(Saved data entries)
-----

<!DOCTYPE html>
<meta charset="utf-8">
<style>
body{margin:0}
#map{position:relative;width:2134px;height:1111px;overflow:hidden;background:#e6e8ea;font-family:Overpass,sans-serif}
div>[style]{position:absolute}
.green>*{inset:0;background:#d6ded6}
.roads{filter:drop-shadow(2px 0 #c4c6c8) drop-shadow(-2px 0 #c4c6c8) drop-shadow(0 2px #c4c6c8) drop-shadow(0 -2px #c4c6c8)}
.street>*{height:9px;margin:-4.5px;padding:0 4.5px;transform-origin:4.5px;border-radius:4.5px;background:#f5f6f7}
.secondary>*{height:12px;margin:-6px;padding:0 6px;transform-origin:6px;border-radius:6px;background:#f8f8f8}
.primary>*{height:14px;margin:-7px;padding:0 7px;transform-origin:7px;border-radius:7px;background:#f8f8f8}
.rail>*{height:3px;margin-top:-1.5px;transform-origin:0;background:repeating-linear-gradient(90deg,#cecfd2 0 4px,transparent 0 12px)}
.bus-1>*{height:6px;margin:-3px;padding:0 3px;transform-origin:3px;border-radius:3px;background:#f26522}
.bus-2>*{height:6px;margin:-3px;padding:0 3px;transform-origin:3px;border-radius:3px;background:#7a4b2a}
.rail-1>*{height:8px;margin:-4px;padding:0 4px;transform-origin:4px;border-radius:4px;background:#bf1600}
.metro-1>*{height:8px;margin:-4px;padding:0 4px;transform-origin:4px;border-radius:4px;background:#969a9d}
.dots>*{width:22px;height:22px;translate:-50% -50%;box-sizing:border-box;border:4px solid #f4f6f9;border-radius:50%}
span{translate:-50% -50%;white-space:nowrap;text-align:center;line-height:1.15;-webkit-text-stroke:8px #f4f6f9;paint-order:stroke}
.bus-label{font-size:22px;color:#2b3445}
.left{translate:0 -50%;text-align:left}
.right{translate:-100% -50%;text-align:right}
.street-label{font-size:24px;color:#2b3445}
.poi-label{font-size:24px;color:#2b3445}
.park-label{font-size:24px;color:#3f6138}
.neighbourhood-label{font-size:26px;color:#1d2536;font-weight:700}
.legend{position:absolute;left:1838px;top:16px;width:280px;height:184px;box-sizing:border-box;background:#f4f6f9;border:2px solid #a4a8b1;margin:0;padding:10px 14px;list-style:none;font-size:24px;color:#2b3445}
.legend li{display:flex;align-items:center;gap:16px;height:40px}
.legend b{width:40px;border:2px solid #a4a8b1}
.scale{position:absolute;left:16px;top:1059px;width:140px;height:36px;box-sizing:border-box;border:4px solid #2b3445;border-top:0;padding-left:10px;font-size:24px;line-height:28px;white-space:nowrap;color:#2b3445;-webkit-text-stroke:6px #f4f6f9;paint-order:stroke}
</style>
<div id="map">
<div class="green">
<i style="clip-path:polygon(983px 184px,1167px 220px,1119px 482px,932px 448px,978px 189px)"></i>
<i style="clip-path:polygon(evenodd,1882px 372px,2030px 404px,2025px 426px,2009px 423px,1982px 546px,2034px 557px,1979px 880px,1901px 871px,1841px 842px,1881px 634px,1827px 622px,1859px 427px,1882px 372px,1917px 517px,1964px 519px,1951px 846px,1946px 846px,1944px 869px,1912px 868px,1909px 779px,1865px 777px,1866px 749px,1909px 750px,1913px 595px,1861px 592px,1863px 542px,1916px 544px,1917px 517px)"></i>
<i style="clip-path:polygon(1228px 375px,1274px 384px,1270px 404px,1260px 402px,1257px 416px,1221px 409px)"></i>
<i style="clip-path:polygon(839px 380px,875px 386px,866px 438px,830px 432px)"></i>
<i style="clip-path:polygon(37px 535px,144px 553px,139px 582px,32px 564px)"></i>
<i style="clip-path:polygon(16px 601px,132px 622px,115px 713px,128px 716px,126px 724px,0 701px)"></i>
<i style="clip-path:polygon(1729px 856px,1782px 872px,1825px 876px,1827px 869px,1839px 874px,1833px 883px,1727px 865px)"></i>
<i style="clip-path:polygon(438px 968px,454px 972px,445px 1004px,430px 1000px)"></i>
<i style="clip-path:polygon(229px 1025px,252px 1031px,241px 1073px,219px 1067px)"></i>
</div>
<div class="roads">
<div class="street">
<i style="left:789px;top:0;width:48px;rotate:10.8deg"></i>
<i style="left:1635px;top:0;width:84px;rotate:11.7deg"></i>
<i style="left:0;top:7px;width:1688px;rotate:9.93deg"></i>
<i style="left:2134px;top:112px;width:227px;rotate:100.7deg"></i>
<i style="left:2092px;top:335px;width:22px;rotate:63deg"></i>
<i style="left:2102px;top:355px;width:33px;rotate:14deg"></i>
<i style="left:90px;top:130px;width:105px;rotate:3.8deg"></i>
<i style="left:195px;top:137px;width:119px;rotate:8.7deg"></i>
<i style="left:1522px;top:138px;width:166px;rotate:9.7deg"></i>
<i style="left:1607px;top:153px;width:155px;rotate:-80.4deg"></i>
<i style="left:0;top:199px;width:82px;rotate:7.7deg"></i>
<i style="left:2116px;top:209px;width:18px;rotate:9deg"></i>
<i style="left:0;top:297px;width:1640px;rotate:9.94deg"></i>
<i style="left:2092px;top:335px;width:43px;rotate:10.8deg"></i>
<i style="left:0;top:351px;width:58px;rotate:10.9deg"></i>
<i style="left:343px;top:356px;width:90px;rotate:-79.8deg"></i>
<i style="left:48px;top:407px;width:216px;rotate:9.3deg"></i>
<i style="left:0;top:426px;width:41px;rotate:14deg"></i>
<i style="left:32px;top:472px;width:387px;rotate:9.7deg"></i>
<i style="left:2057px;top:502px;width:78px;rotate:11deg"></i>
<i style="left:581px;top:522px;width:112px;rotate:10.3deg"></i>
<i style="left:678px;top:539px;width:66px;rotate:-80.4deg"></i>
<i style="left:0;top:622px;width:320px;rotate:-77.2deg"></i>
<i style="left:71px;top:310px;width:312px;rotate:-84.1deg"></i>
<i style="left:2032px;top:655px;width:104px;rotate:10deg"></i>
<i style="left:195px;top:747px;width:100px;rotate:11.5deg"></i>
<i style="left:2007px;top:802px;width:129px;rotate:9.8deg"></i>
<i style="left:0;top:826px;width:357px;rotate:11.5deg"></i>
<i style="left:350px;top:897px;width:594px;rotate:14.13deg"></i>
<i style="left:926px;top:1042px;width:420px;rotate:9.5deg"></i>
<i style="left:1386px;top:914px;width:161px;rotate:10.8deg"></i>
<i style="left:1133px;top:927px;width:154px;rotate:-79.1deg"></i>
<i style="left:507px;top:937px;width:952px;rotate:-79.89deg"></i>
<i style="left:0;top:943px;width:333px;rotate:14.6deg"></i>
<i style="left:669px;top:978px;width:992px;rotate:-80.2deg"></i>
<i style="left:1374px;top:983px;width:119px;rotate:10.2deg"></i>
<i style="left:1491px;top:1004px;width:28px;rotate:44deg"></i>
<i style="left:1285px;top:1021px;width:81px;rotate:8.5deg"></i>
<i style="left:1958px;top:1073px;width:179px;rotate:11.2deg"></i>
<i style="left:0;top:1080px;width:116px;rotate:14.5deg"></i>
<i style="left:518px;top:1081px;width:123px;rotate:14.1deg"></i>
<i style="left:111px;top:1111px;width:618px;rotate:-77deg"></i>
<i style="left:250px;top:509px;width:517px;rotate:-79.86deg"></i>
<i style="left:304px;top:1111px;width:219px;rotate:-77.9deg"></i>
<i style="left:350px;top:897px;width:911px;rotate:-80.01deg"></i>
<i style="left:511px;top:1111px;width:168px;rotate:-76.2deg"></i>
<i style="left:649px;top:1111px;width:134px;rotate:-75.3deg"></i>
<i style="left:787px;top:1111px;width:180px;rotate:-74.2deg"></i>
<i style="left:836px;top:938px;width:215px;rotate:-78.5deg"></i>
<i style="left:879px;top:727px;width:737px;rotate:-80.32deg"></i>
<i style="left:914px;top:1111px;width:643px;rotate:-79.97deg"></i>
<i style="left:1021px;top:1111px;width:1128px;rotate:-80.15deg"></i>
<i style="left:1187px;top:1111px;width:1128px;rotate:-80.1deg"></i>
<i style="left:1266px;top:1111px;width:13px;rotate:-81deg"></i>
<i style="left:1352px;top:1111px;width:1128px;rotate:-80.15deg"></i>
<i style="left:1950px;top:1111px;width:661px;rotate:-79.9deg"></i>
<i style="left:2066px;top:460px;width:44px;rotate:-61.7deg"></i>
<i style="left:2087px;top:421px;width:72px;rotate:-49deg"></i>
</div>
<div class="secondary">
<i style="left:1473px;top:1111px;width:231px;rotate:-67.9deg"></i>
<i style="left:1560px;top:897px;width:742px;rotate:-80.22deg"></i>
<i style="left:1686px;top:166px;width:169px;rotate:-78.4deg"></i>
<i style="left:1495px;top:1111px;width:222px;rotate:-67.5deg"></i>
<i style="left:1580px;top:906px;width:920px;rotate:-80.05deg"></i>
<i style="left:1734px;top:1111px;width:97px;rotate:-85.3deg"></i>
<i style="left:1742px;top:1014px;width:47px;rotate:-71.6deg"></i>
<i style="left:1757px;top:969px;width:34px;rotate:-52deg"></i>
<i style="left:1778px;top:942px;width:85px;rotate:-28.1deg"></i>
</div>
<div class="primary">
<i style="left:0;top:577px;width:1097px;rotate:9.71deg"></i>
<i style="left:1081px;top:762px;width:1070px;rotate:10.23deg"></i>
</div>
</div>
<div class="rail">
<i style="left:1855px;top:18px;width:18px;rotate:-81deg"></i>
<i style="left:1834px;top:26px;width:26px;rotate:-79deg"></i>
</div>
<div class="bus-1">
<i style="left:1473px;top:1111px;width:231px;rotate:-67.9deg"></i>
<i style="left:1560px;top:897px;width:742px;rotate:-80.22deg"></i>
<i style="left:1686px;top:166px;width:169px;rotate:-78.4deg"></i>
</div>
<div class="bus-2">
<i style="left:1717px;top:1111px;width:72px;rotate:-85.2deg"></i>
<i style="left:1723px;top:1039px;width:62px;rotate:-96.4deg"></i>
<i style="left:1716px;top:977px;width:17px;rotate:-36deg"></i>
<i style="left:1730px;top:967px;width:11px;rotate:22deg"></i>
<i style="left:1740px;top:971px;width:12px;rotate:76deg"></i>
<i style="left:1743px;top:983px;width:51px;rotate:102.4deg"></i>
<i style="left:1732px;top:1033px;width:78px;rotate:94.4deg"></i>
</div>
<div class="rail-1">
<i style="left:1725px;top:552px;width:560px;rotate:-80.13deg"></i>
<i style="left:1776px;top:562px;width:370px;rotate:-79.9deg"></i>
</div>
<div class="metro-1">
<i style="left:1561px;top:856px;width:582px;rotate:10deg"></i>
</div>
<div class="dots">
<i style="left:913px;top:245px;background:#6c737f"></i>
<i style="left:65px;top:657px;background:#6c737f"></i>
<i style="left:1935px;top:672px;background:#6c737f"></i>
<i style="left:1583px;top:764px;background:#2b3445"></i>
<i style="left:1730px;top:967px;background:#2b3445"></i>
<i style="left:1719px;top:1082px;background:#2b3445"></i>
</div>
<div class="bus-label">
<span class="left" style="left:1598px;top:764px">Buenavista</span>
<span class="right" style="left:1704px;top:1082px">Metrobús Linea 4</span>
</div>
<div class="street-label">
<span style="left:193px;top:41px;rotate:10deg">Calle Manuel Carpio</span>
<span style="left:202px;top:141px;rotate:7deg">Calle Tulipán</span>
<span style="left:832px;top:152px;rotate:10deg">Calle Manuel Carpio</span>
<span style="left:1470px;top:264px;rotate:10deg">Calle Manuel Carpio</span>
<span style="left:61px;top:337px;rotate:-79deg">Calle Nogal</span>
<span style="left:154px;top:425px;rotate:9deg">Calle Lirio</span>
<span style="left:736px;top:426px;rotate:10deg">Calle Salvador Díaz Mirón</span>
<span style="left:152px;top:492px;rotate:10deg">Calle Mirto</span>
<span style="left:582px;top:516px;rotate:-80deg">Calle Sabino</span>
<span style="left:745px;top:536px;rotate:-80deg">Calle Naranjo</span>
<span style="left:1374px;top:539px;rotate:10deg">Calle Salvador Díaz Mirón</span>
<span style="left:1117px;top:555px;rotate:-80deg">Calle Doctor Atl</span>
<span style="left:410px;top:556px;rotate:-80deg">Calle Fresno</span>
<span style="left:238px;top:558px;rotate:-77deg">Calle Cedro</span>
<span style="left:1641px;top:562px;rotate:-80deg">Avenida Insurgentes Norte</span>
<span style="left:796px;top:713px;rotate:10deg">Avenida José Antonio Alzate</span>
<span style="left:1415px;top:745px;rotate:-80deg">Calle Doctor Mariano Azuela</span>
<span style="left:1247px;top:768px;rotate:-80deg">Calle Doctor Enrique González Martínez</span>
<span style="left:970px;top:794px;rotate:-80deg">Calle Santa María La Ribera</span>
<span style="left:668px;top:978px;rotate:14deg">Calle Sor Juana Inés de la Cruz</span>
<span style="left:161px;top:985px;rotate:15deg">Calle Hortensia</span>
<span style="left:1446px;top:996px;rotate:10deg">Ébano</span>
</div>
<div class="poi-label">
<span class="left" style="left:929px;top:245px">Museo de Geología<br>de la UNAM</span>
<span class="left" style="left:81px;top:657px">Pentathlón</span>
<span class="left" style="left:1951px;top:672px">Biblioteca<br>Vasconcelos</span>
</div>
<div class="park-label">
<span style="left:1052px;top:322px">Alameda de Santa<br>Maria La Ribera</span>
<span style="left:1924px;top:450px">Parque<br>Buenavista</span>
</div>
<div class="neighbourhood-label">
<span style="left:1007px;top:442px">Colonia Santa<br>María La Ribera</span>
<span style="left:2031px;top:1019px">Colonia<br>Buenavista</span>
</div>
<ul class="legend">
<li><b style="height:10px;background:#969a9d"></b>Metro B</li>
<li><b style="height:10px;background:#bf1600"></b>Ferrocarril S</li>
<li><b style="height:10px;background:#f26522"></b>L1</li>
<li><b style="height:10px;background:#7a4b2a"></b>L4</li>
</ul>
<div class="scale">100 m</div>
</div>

-----

→ To do
Repeat word for word every line from the start of the entries to the line holding "0 #c4c6c8) drop-shadow(-2px", inclusive, and nothing else.

→ Answer below
<!DOCTYPE html>
<meta charset="utf-8">
<style>
body{margin:0}
#map{position:relative;width:2134px;height:1111px;overflow:hidden;background:#e6e8ea;font-family:Overpass,sans-serif}
div>[style]{position:absolute}
.green>*{inset:0;background:#d6ded6}
.roads{filter:drop-shadow(2px 0 #c4c6c8) drop-shadow(-2px 0 #c4c6c8) drop-shadow(0 2px #c4c6c8) drop-shadow(0 -2px #c4c6c8)}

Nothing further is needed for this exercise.